Star Wars comes full circle with “Star Wars: Visions,” with creator George Lucas crediting old Japanese films as a source of inspiration for his original films. The series submerges the franchise into Japanese culture and plays off the connections between cultures extremely well. From lightsabers wrapped in traditional Japanese cloth to droids dressed in straw hats, the series satisfyingly strikes the perfect balance between being distinctly Japanese and the galactic elements of Star Wars.

“Star Wars: Visions” is the first time the franchise has been seen through the lens of anime, and it is breathtaking, to no small credit of the seven anime studios working on the series. Each episode is drawn in a distinguishingly different animation style, with “The Duel,” the first episode being completely black and white and reminiscent of old samurai films, while the sixth episode, “The Twins,” is a technicolor masterpiece arrayed with bright flashes of vivid palettes and angular shadows.

“The Twins” prominently features siblings Karre and Am, associated heavily with the evil Dark Side of the Force. Photo courtesy of Lucasfilm Ltd. (Lucasfilm Ltd.)

In addition to its stellar animation, every episode in the anthology series is refreshing and distinguishes itself from the other narratives. Each short tells a captivating story, from an animated rock opera on familiar desert planet Tatooine in “Tatooine Rhapsody” to a cautionary tale about the environment in “The Village Bride.”

The backbone of “Star Wars: Visions” is the creative freedom the seven anime studios were given in the stories as a product of diverging from any semblance of the Star Wars canon. Narratives like “Lop and Ochō,” featuring a rabbit-girl who wields a lightsaber to save her adoptive family from the Empire, succeed because of the series’ openness to explore new worlds and find a refresh in the typical formula.

Star Wars, at its core, isn’t the Skywalker Saga, lightsabers or space conflicts, but family, legacy, love, destiny, good, evil and tragedy, which “Star Wars: Visions” upholds through every story. There is no overarching narrative, instead self-contained plots for each episode focusing on a different value from the franchise, and that is what makes the series so remarkable.

Graphic by Justin Kim

Each episode takes a core ideal and reshapes them into undeniably appealing and iconic narratives that capture the limitless feeling of the Star Wars universe, something mediums like “The Rise of Skywalker” and “The Mandalorian” have failed to do with their fixture to an overarching narrative, staying in familiar territory rather than exploring the unknown.

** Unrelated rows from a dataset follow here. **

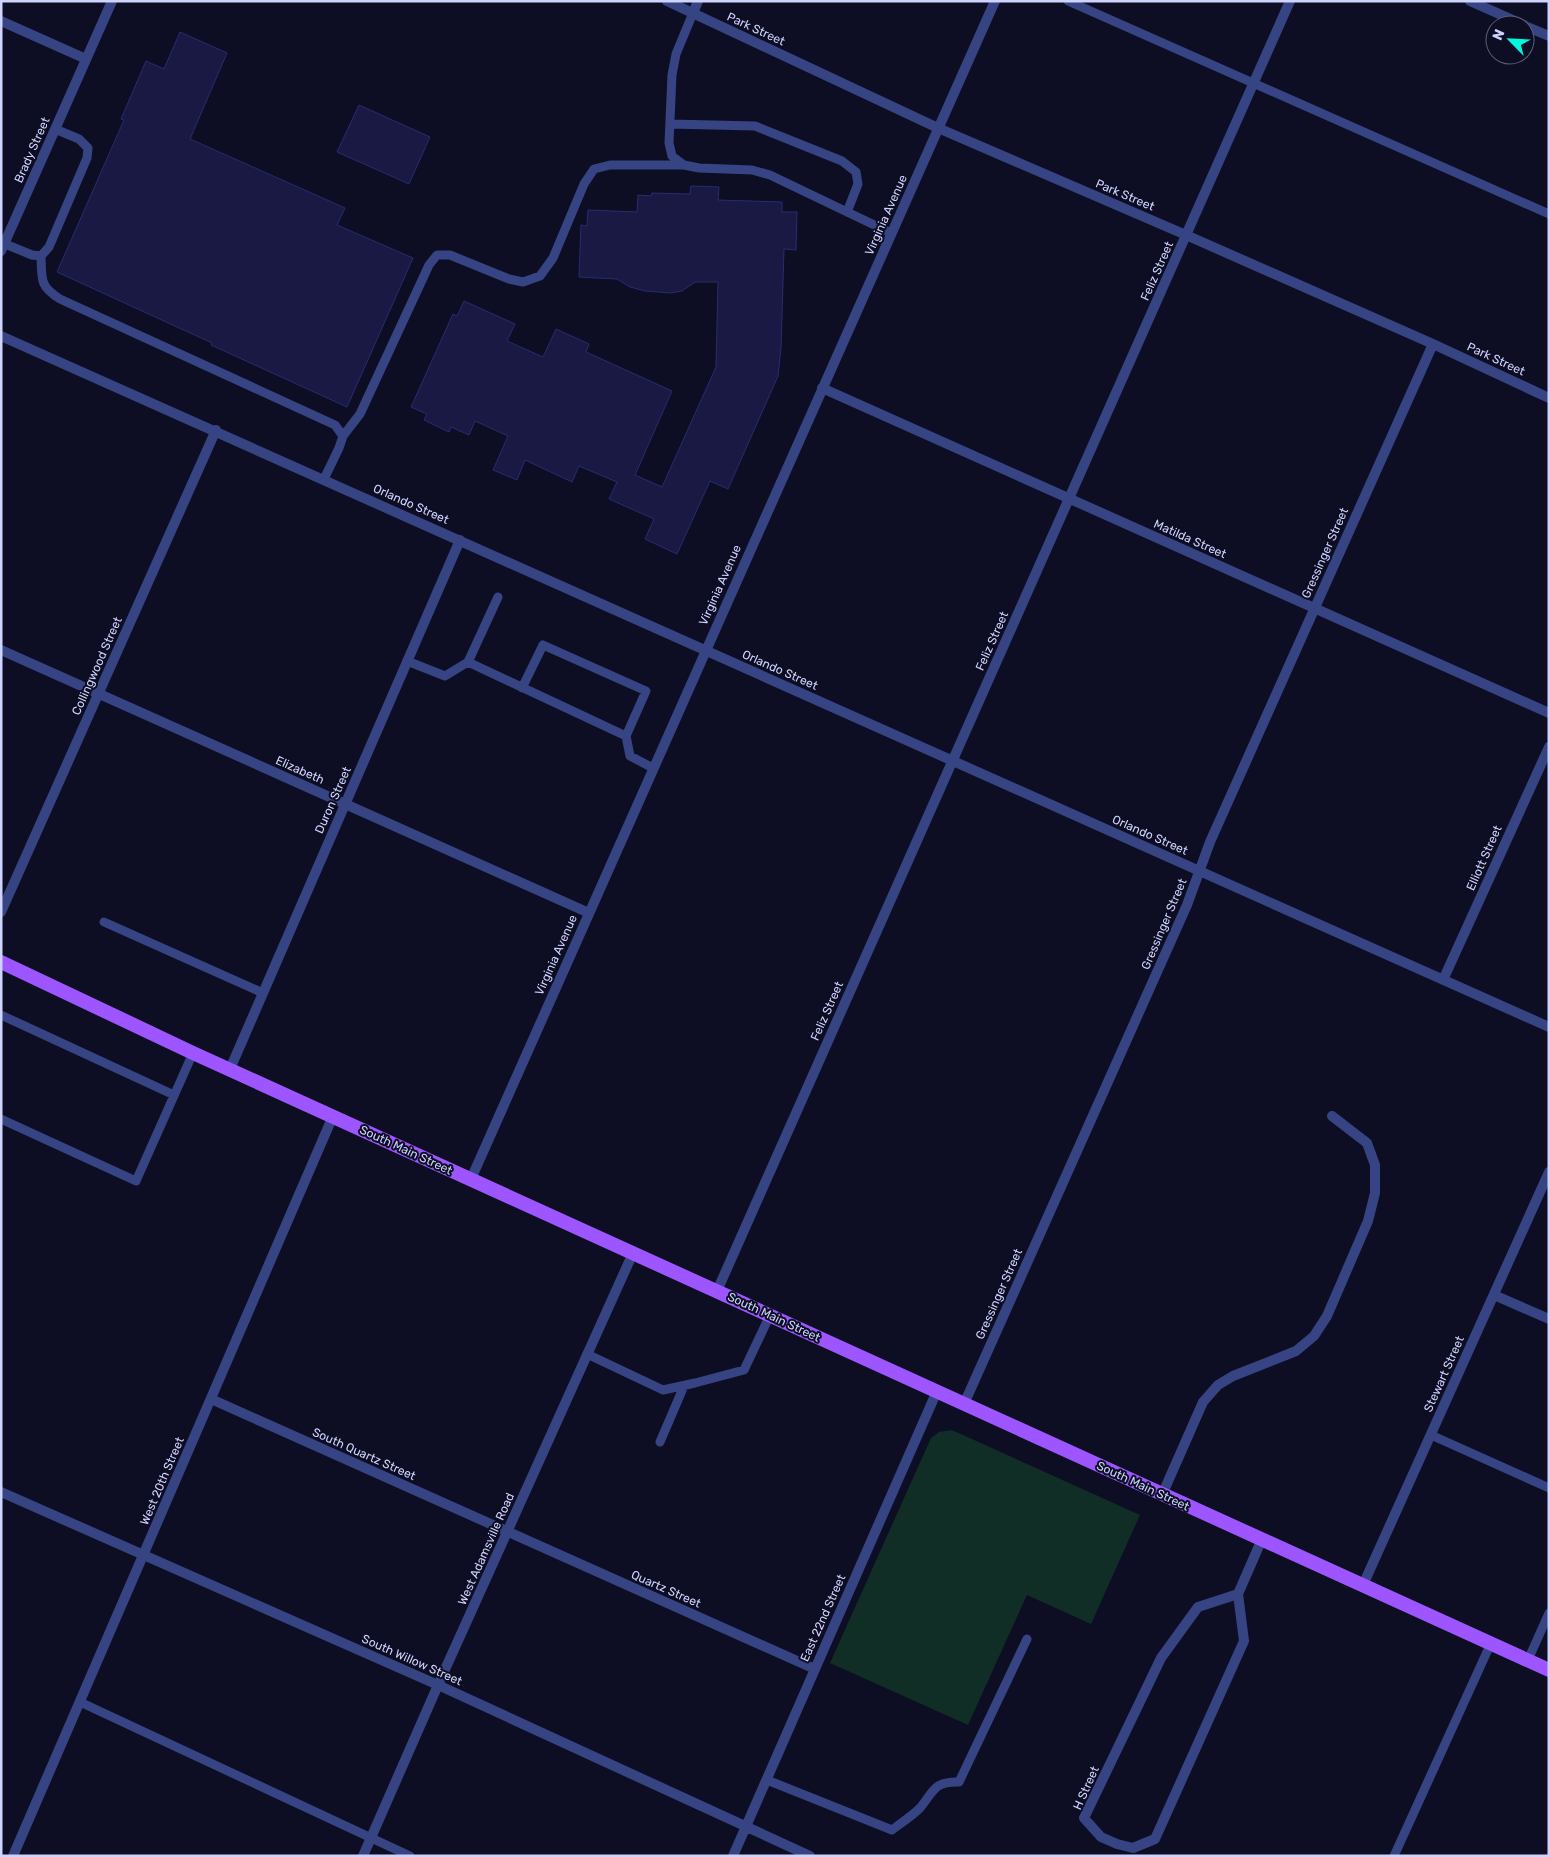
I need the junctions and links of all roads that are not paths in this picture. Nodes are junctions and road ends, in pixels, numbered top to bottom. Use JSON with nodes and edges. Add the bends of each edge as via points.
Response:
{"nodes":[{"id":1,"x":112,"y":1,"type":"edge"},
{"id":2,"x":667,"y":1,"type":"edge"},
{"id":3,"x":698,"y":1,"type":"edge"},
{"id":4,"x":995,"y":1,"type":"edge"},
{"id":5,"x":1068,"y":1,"type":"edge"},
{"id":6,"x":1290,"y":1,"type":"edge"},
{"id":7,"x":1470,"y":1,"type":"edge"},
{"id":8,"x":693,"y":13,"type":"junction"},
{"id":9,"x":1502,"y":15,"type":"edge"},
{"id":10,"x":1,"y":21,"type":"edge"},
{"id":11,"x":1535,"y":30,"type":"edge"},
{"id":12,"x":1549,"y":36,"type":"edge"},
{"id":13,"x":86,"y":59,"type":"junction"},
{"id":14,"x":1254,"y":82,"type":"junction"},
{"id":15,"x":670,"y":124,"type":"junction"},
{"id":16,"x":938,"y":128,"type":"junction"},
{"id":17,"x":55,"y":129,"type":"junction"},
{"id":18,"x":684,"y":165,"type":"junction"},
{"id":19,"x":847,"y":212,"type":"junction"},
{"id":20,"x":1549,"y":214,"type":"edge"},
{"id":21,"x":891,"y":233,"type":"junction"},
{"id":22,"x":1186,"y":234,"type":"junction"},
{"id":23,"x":3,"y":247,"type":"edge"},
{"id":24,"x":41,"y":256,"type":"junction"},
{"id":25,"x":1,"y":336,"type":"edge"},
{"id":26,"x":1433,"y":344,"type":"junction"},
{"id":27,"x":822,"y":388,"type":"junction"},
{"id":28,"x":1549,"y":398,"type":"edge"},
{"id":29,"x":216,"y":430,"type":"junction"},
{"id":30,"x":343,"y":436,"type":"junction"},
{"id":31,"x":324,"y":479,"type":"junction"},
{"id":32,"x":1069,"y":499,"type":"junction"},
{"id":33,"x":460,"y":540,"type":"junction"},
{"id":34,"x":498,"y":597,"type":"dead end"},
{"id":35,"x":1314,"y":608,"type":"junction"},
{"id":36,"x":1,"y":650,"type":"edge"},
{"id":37,"x":705,"y":650,"type":"junction"},
{"id":38,"x":408,"y":661,"type":"junction"},
{"id":39,"x":468,"y":662,"type":"junction"},
{"id":40,"x":522,"y":688,"type":"junction"},
{"id":41,"x":98,"y":694,"type":"junction"},
{"id":42,"x":1549,"y":713,"type":"edge"},
{"id":43,"x":626,"y":736,"type":"junction"},
{"id":44,"x":1549,"y":747,"type":"edge"},
{"id":45,"x":952,"y":761,"type":"junction"},
{"id":46,"x":653,"y":768,"type":"junction"},
{"id":47,"x":345,"y":804,"type":"junction"},
{"id":48,"x":1200,"y":871,"type":"junction"},
{"id":49,"x":1,"y":912,"type":"edge"},
{"id":50,"x":589,"y":913,"type":"junction"},
{"id":51,"x":104,"y":922,"type":"dead end"},
{"id":52,"x":1,"y":962,"type":"edge"},
{"id":53,"x":1443,"y":980,"type":"junction"},
{"id":54,"x":263,"y":993,"type":"junction"},
{"id":55,"x":1,"y":1015,"type":"edge"},
{"id":56,"x":1549,"y":1027,"type":"edge"},
{"id":57,"x":193,"y":1052,"type":"junction"},
{"id":58,"x":230,"y":1069,"type":"junction"},
{"id":59,"x":174,"y":1095,"type":"junction"},
{"id":60,"x":333,"y":1116,"type":"junction"},
{"id":61,"x":1332,"y":1116,"type":"dead end"},
{"id":62,"x":1,"y":1119,"type":"edge"},
{"id":63,"x":1549,"y":1172,"type":"edge"},
{"id":64,"x":471,"y":1179,"type":"junction"},
{"id":65,"x":632,"y":1253,"type":"junction"},
{"id":66,"x":716,"y":1291,"type":"junction"},
{"id":67,"x":1494,"y":1295,"type":"junction"},
{"id":68,"x":770,"y":1315,"type":"junction"},
{"id":69,"x":1549,"y":1319,"type":"edge"},
{"id":70,"x":587,"y":1354,"type":"junction"},
{"id":71,"x":684,"y":1386,"type":"junction"},
{"id":72,"x":936,"y":1391,"type":"junction"},
{"id":73,"x":211,"y":1399,"type":"junction"},
{"id":74,"x":964,"y":1404,"type":"junction"},
{"id":75,"x":1431,"y":1434,"type":"junction"},
{"id":76,"x":660,"y":1442,"type":"dead end"},
{"id":77,"x":1549,"y":1488,"type":"edge"},
{"id":78,"x":1,"y":1492,"type":"edge"},
{"id":79,"x":1162,"y":1495,"type":"junction"},
{"id":80,"x":507,"y":1532,"type":"junction"},
{"id":81,"x":1262,"y":1539,"type":"junction"},
{"id":82,"x":143,"y":1555,"type":"junction"},
{"id":83,"x":1363,"y":1585,"type":"junction"},
{"id":84,"x":1238,"y":1594,"type":"junction"},
{"id":85,"x":1549,"y":1613,"type":"edge"},
{"id":86,"x":1027,"y":1638,"type":"dead end"},
{"id":87,"x":1491,"y":1643,"type":"junction"},
{"id":88,"x":1528,"y":1660,"type":"junction"},
{"id":89,"x":815,"y":1668,"type":"junction"},
{"id":90,"x":1549,"y":1670,"type":"edge"},
{"id":91,"x":438,"y":1685,"type":"junction"},
{"id":92,"x":80,"y":1702,"type":"junction"},
{"id":93,"x":766,"y":1780,"type":"junction"},
{"id":94,"x":746,"y":1827,"type":"junction"},
{"id":95,"x":371,"y":1838,"type":"junction"},
{"id":96,"x":13,"y":1856,"type":"edge"},
{"id":97,"x":363,"y":1856,"type":"edge"},
{"id":98,"x":410,"y":1856,"type":"edge"},
{"id":99,"x":733,"y":1856,"type":"edge"},
{"id":100,"x":810,"y":1856,"type":"edge"},
{"id":101,"x":1394,"y":1856,"type":"edge"}],
"edges":[{"from":1,"to":13,"type":"street","name":"Brady Street"},
{"from":2,"to":8,"type":"street","name":"Park Street"},
{"from":3,"to":8,"type":"street"},
{"from":4,"to":16,"type":"street","name":"Virginia Avenue"},
{"from":5,"to":14,"type":"lane"},
{"from":6,"to":14,"type":"street","name":"Feliz Street"},
{"from":7,"to":9,"type":"street"},
{"from":8,"to":15,"type":"lane","via":[[676,54]]},
{"from":8,"to":16,"type":"street","name":"Park Street"},
{"from":10,"to":13,"type":"street"},
{"from":11,"to":12,"type":"street"},
{"from":13,"to":17,"type":"street","name":"Brady Street"},
{"from":14,"to":20,"type":"lane"},
{"from":14,"to":22,"type":"street","name":"Feliz Street"},
{"from":15,"to":18,"type":"lane","via":[[672,156]]},
{"from":15,"to":19,"type":"lane","via":[[755,126],[842,161],[856,172],[858,184]]},
{"from":16,"to":21,"type":"street","name":"Virginia Avenue"},
{"from":16,"to":22,"type":"street","name":"Park Street"},
{"from":17,"to":23,"type":"street","name":"Brady Street"},
{"from":17,"to":24,"type":"lane","via":[[88,148],[87,158],[49,247]]},
{"from":18,"to":19,"type":"lane","via":[[752,170],[770,175]]},
{"from":18,"to":30,"type":"lane","via":[[610,165],[594,169],[584,184],[553,258],[540,276],[523,282],[450,255],[437,255],[429,264],[360,414]]},
{"from":19,"to":21,"type":"lane"},
{"from":21,"to":27,"type":"street","name":"Virginia Avenue"},
{"from":22,"to":26,"type":"street","name":"Park Street"},
{"from":22,"to":32,"type":"street","name":"Feliz Street"},
{"from":23,"to":24,"type":"lane"},
{"from":24,"to":30,"type":"lane","via":[[42,280],[49,292],[60,299],[335,425]]},
{"from":25,"to":29,"type":"street","name":"Orlando Street"},
{"from":26,"to":28,"type":"street","name":"Park Street"},
{"from":26,"to":35,"type":"street","name":"Gressinger Street"},
{"from":27,"to":32,"type":"street","name":"Matilda Street"},
{"from":27,"to":37,"type":"street","name":"Virginia Avenue"},
{"from":29,"to":31,"type":"street","name":"Orlando Street"},
{"from":29,"to":41,"type":"street","name":"Collingwood Street"},
{"from":30,"to":31,"type":"lane"},
{"from":31,"to":33,"type":"street","name":"Orlando Street"},
{"from":32,"to":35,"type":"street","name":"Matilda Street"},
{"from":32,"to":45,"type":"street","name":"Feliz Street"},
{"from":33,"to":37,"type":"street","name":"Orlando Street"},
{"from":33,"to":38,"type":"street","name":"Duron Street"},
{"from":34,"to":39,"type":"lane"},
{"from":35,"to":42,"type":"street","name":"Matilda Street"},
{"from":35,"to":48,"type":"street","name":"Gressinger Street"},
{"from":36,"to":41,"type":"street","name":"Elizabeth"},
{"from":37,"to":45,"type":"street","name":"Orlando Street"},
{"from":37,"to":46,"type":"street","name":"Virginia Avenue"},
{"from":38,"to":39,"type":"lane","via":[[445,676]]},
{"from":38,"to":47,"type":"street","name":"Duron Street"},
{"from":39,"to":40,"type":"lane"},
{"from":40,"to":43,"type":"lane"},
{"from":40,"to":43,"type":"lane","via":[[543,645],[646,691]]},
{"from":41,"to":47,"type":"street","name":"Elizabeth"},
{"from":41,"to":49,"type":"street","name":"Collingwood Street"},
{"from":43,"to":46,"type":"lane","via":[[630,756]]},
{"from":44,"to":53,"type":"street","name":"Elliott Street"},
{"from":45,"to":48,"type":"street","name":"Orlando Street"},
{"from":45,"to":66,"type":"street","name":"Feliz Street"},
{"from":46,"to":50,"type":"street","name":"Virginia Avenue"},
{"from":47,"to":50,"type":"street","name":"Elizabeth"},
{"from":47,"to":54,"type":"street","name":"Duron Street"},
{"from":48,"to":53,"type":"street","name":"Orlando Street"},
{"from":48,"to":74,"type":"street","name":"Gressinger Street"},
{"from":50,"to":64,"type":"street","name":"Virginia Avenue"},
{"from":51,"to":54,"type":"lane"},
{"from":52,"to":57,"type":"main road","name":"South Main Street"},
{"from":53,"to":56,"type":"street","name":"Orlando Street"},
{"from":54,"to":58,"type":"street","name":"Duron Street"},
{"from":55,"to":59,"type":"lane"},
{"from":57,"to":58,"type":"main road","name":"South Main Street"},
{"from":57,"to":59,"type":"lane"},
{"from":58,"to":60,"type":"main road","name":"South Main Street"},
{"from":59,"to":62,"type":"lane","via":[[136,1181]]},
{"from":60,"to":64,"type":"main road","name":"South Main Street"},
{"from":60,"to":73,"type":"street","name":"West 20th Street"},
{"from":61,"to":79,"type":"street","via":[[1367,1143],[1376,1165],[1375,1192],[1368,1222],[1327,1316],[1314,1336],[1296,1351],[1218,1385],[1203,1402]]},
{"from":63,"to":67,"type":"street","name":"Stewart Street"},
{"from":64,"to":65,"type":"main road","name":"South Main Street"},
{"from":65,"to":66,"type":"main road","name":"South Main Street"},
{"from":65,"to":70,"type":"street","name":"West Adamsville Road"},
{"from":66,"to":68,"type":"main road","name":"South Main Street"},
{"from":67,"to":69,"type":"street"},
{"from":67,"to":75,"type":"street","name":"Stewart Street"},
{"from":68,"to":71,"type":"lane","via":[[744,1370]]},
{"from":68,"to":72,"type":"main road","name":"South Main Street"},
{"from":70,"to":71,"type":"lane","via":[[663,1390]]},
{"from":70,"to":80,"type":"street","name":"West Adamsville Road"},
{"from":71,"to":76,"type":"lane"},
{"from":72,"to":74,"type":"main road","name":"South Main Street"},
{"from":72,"to":89,"type":"street","name":"East 22nd Street"},
{"from":73,"to":80,"type":"street","name":"South Quartz Street"},
{"from":73,"to":82,"type":"street","name":"West 20th Street"},
{"from":74,"to":79,"type":"main road","name":"South Main Street"},
{"from":75,"to":77,"type":"lane"},
{"from":75,"to":83,"type":"street","name":"Stewart Street"},
{"from":78,"to":82,"type":"street","name":"South Willow Street"},
{"from":79,"to":81,"type":"main road","name":"South Main Street"},
{"from":80,"to":89,"type":"street","name":"Quartz Street"},
{"from":80,"to":91,"type":"street","name":"West Adamsville Road"},
{"from":81,"to":83,"type":"main road","name":"South Main Street"},
{"from":81,"to":84,"type":"street"},
{"from":82,"to":91,"type":"street","name":"South Willow Street"},
{"from":82,"to":92,"type":"street","name":"West 20th Street"},
{"from":83,"to":87,"type":"main road","name":"South Main Street"},
{"from":84,"to":84,"type":"street","name":"H Street","via":[[1198,1607],[1161,1658],[1084,1818],[1100,1837],[1133,1848],[1155,1840],[1244,1641]]},
{"from":85,"to":88,"type":"lane"},
{"from":86,"to":93,"type":"lane","via":[[959,1782],[945,1782],[931,1792],[919,1809],[892,1830]]},
{"from":87,"to":88,"type":"main road","name":"South Main Street"},
{"from":87,"to":101,"type":"lane"},
{"from":88,"to":90,"type":"main road","name":"South Main Street"},
{"from":89,"to":93,"type":"street","name":"East 22nd Street"},
{"from":91,"to":94,"type":"street","name":"South Willow Street"},
{"from":91,"to":95,"type":"street","name":"West Adamsville Road"},
{"from":92,"to":95,"type":"lane"},
{"from":92,"to":96,"type":"street","name":"West 20th Street"},
{"from":93,"to":94,"type":"street","name":"East 22nd Street"},
{"from":94,"to":99,"type":"street","name":"East 22nd Street"},
{"from":94,"to":100,"type":"street","name":"South Willow Street"},
{"from":95,"to":97,"type":"street","name":"West Adamsville Road"},
{"from":95,"to":98,"type":"lane"}]}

Taking a big risk and allowing seven of the biggest anime studios to break all the rules of the Star Wars franchise resulted in a Star Wars project that is the most true to heart. The stunning visual animation styles, appropriate Japanese homage and revolutionary rewrite of the definition of Star Wars make this incredible anime anthology series a must-watch for any fan of the franchise.